* [Description of the task]: Could you copy every record below exactly, leaving out the pictures?

* [Given records]:
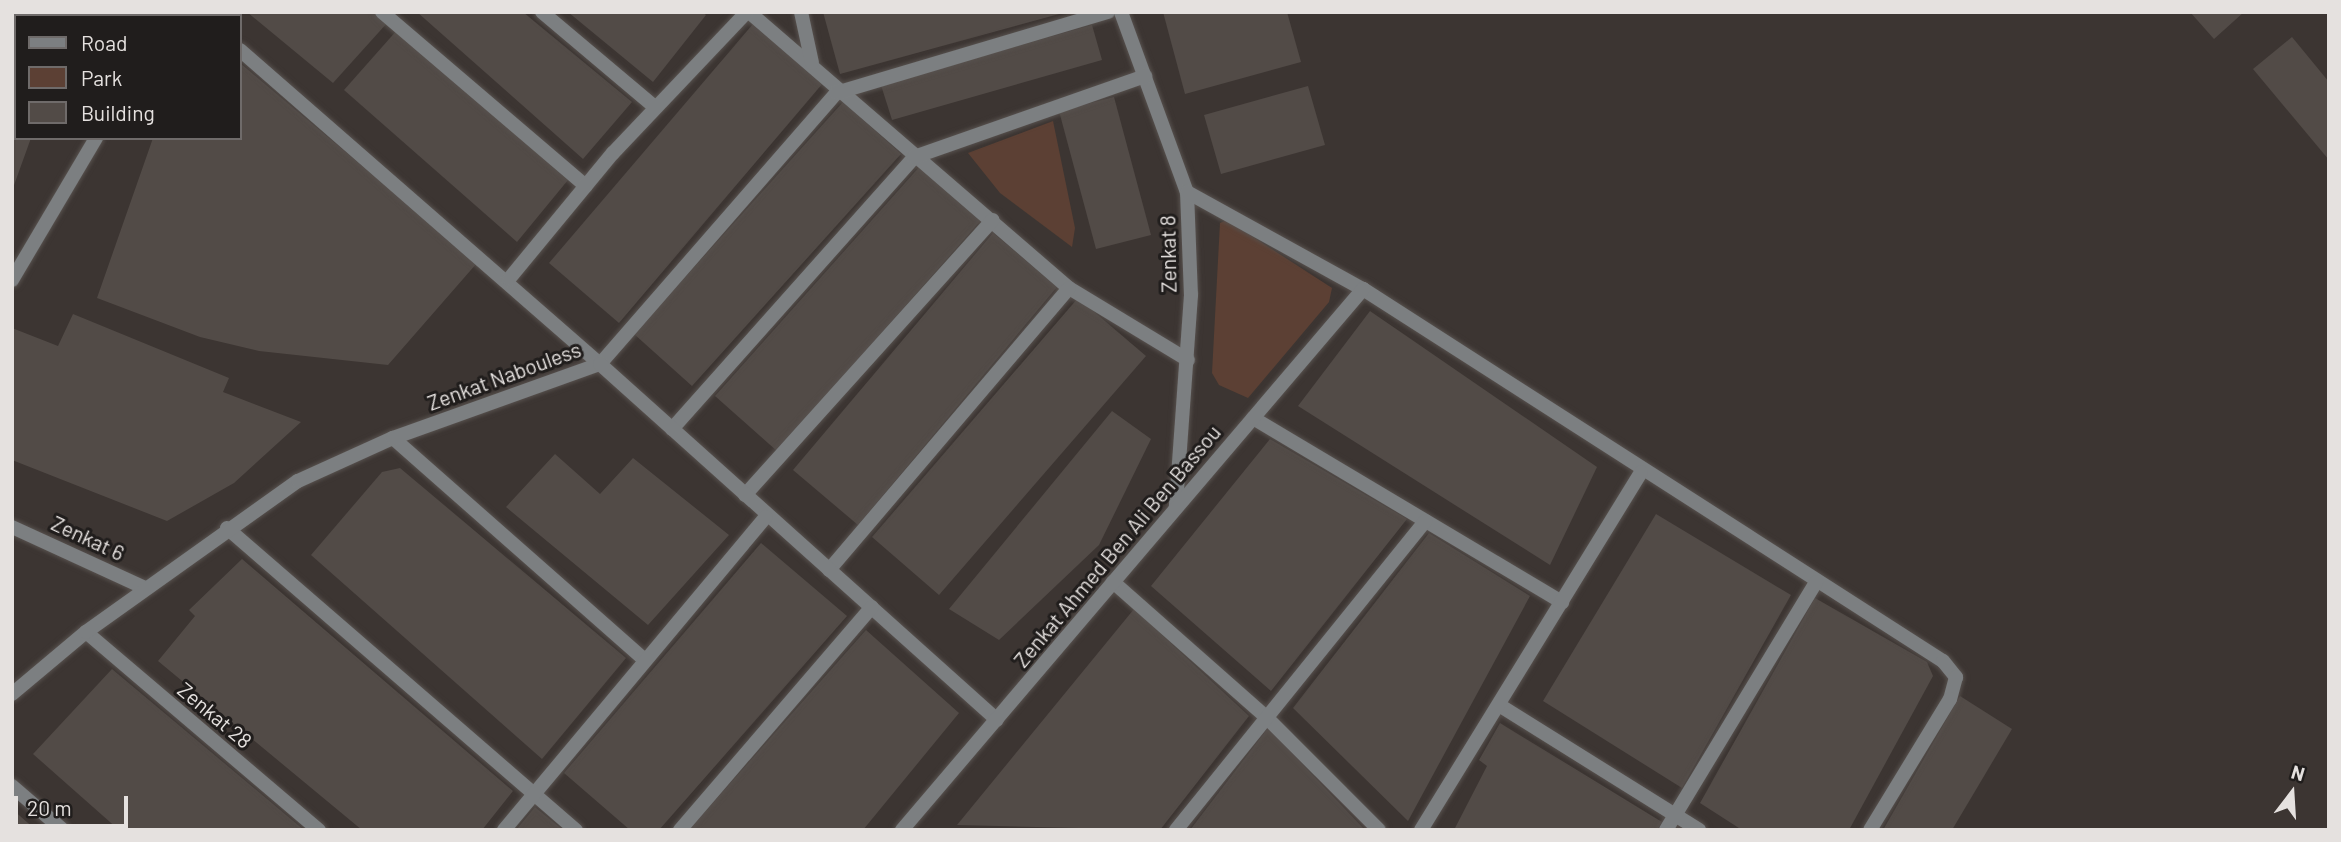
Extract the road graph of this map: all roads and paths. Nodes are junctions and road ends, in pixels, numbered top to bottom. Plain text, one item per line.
1 (382, 12) edge
2 (542, 12) edge
3 (748, 12) edge
4 (801, 12) edge
5 (1108, 12) edge
6 (1121, 12) edge
7 (242, 52) edge
8 (812, 63) junction
9 (1145, 76) junction
10 (836, 93) junction
11 (655, 107) junction
12 (95, 140) edge
13 (914, 157) junction
14 (586, 186) junction
15 (1188, 191) junction
16 (993, 220) junction
17 (509, 279) junction
18 (12, 280) edge
19 (1069, 288) junction
20 (1363, 289) junction
21 (1188, 360) junction
22 (600, 364) junction
23 (1252, 418) junction
24 (672, 429) junction
25 (393, 438) junction
26 (1641, 472) junction
27 (745, 495) junction
28 (1176, 506) junction
29 (765, 517) junction
30 (1425, 521) junction
31 (12, 527) edge
32 (228, 528) junction
33 (829, 570) junction
34 (1113, 582) junction
35 (1816, 582) junction
36 (145, 588) junction
37 (1562, 602) junction
38 (872, 607) junction
39 (86, 632) junction
40 (645, 660) junction
41 (12, 694) edge
42 (1499, 705) junction
43 (1267, 718) junction
44 (997, 720) junction
45 (12, 786) edge
46 (533, 796) junction
47 (1675, 815) junction
48 (63, 830) edge
49 (319, 830) edge
50 (504, 830) edge
51 (576, 830) edge
52 (680, 830) edge
53 (901, 830) edge
54 (1176, 830) edge
55 (1379, 830) edge
56 (1421, 830) edge
57 (1665, 830) edge
58 (1699, 830) edge
59 (1870, 830) edge

1 - 14 street
2 - 11 street
3 - 8 street
3 - 11 street
4 - 8 street
5 - 10 street
6 - 9 street, Zenkat 8
7 - 17 street
8 - 10 street
9 - 13 street
9 - 15 street, Zenkat 8
10 - 13 street
10 - 22 street
11 - 14 street
12 - 18 street
13 - 16 street
13 - 24 street
14 - 17 street
15 - 20 street
15 - 21 street, Zenkat 8
16 - 19 street
16 - 27 street
17 - 22 street
19 - 21 street
19 - 33 street
20 - 23 street, Zenkat Ahmed Ben Ali Ben Bassou
20 - 26 street
21 - 28 street, Zenkat 8
22 - 24 street, Zenkat Nabouless
22 - 25 street, Zenkat Nabouless
23 - 28 street, Zenkat Ahmed Ben Ali Ben Bassou
23 - 30 street
24 - 27 street, Zenkat Nabouless
25 - 32 street, Zenkat Nabouless
25 - 40 street
26 - 35 street
26 - 37 street
27 - 29 street, Zenkat Nabouless
28 - 34 street, Zenkat Ahmed Ben Ali Ben Bassou
29 - 33 street, Zenkat Nabouless
29 - 40 street
30 - 37 street
30 - 43 street
31 - 36 street, Zenkat 6
32 - 36 street, Zenkat Nabouless
32 - 46 street
33 - 38 street, Zenkat Nabouless
34 - 43 street
34 - 44 street, Zenkat Ahmed Ben Ali Ben Bassou
35 - 47 street
35 - 59 street
36 - 39 street, Zenkat Nabouless
37 - 42 street
38 - 44 street, Zenkat Nabouless
38 - 52 street
39 - 41 street, Zenkat Nabouless
39 - 49 street, Zenkat 28
40 - 46 street
42 - 47 street
42 - 56 street
43 - 54 street
43 - 55 street
44 - 53 street, Zenkat Ahmed Ben Ali Ben Bassou
45 - 48 street
46 - 50 street
46 - 51 street
47 - 57 street
47 - 58 street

* [The answer]:
Extract the road graph of this map: all roads and paths. Nodes are junctions and road ends, in pixels, numbered top to bottom. Plain text, one item per line.
1 (382, 12) edge
2 (542, 12) edge
3 (748, 12) edge
4 (801, 12) edge
5 (1108, 12) edge
6 (1121, 12) edge
7 (242, 52) edge
8 (812, 63) junction
9 (1145, 76) junction
10 (836, 93) junction
11 (655, 107) junction
12 (95, 140) edge
13 (914, 157) junction
14 (586, 186) junction
15 (1188, 191) junction
16 (993, 220) junction
17 (509, 279) junction
18 (12, 280) edge
19 (1069, 288) junction
20 (1363, 289) junction
21 (1188, 360) junction
22 (600, 364) junction
23 (1252, 418) junction
24 (672, 429) junction
25 (393, 438) junction
26 (1641, 472) junction
27 (745, 495) junction
28 (1176, 506) junction
29 (765, 517) junction
30 (1425, 521) junction
31 (12, 527) edge
32 (228, 528) junction
33 (829, 570) junction
34 (1113, 582) junction
35 (1816, 582) junction
36 (145, 588) junction
37 (1562, 602) junction
38 (872, 607) junction
39 (86, 632) junction
40 (645, 660) junction
41 (12, 694) edge
42 (1499, 705) junction
43 (1267, 718) junction
44 (997, 720) junction
45 (12, 786) edge
46 (533, 796) junction
47 (1675, 815) junction
48 (63, 830) edge
49 (319, 830) edge
50 (504, 830) edge
51 (576, 830) edge
52 (680, 830) edge
53 (901, 830) edge
54 (1176, 830) edge
55 (1379, 830) edge
56 (1421, 830) edge
57 (1665, 830) edge
58 (1699, 830) edge
59 (1870, 830) edge

1 - 14 street
2 - 11 street
3 - 8 street
3 - 11 street
4 - 8 street
5 - 10 street
6 - 9 street, Zenkat 8
7 - 17 street
8 - 10 street
9 - 13 street
9 - 15 street, Zenkat 8
10 - 13 street
10 - 22 street
11 - 14 street
12 - 18 street
13 - 16 street
13 - 24 street
14 - 17 street
15 - 20 street
15 - 21 street, Zenkat 8
16 - 19 street
16 - 27 street
17 - 22 street
19 - 21 street
19 - 33 street
20 - 23 street, Zenkat Ahmed Ben Ali Ben Bassou
20 - 26 street
21 - 28 street, Zenkat 8
22 - 24 street, Zenkat Nabouless
22 - 25 street, Zenkat Nabouless
23 - 28 street, Zenkat Ahmed Ben Ali Ben Bassou
23 - 30 street
24 - 27 street, Zenkat Nabouless
25 - 32 street, Zenkat Nabouless
25 - 40 street
26 - 35 street
26 - 37 street
27 - 29 street, Zenkat Nabouless
28 - 34 street, Zenkat Ahmed Ben Ali Ben Bassou
29 - 33 street, Zenkat Nabouless
29 - 40 street
30 - 37 street
30 - 43 street
31 - 36 street, Zenkat 6
32 - 36 street, Zenkat Nabouless
32 - 46 street
33 - 38 street, Zenkat Nabouless
34 - 43 street
34 - 44 street, Zenkat Ahmed Ben Ali Ben Bassou
35 - 47 street
35 - 59 street
36 - 39 street, Zenkat Nabouless
37 - 42 street
38 - 44 street, Zenkat Nabouless
38 - 52 street
39 - 41 street, Zenkat Nabouless
39 - 49 street, Zenkat 28
40 - 46 street
42 - 47 street
42 - 56 street
43 - 54 street
43 - 55 street
44 - 53 street, Zenkat Ahmed Ben Ali Ben Bassou
45 - 48 street
46 - 50 street
46 - 51 street
47 - 57 street
47 - 58 street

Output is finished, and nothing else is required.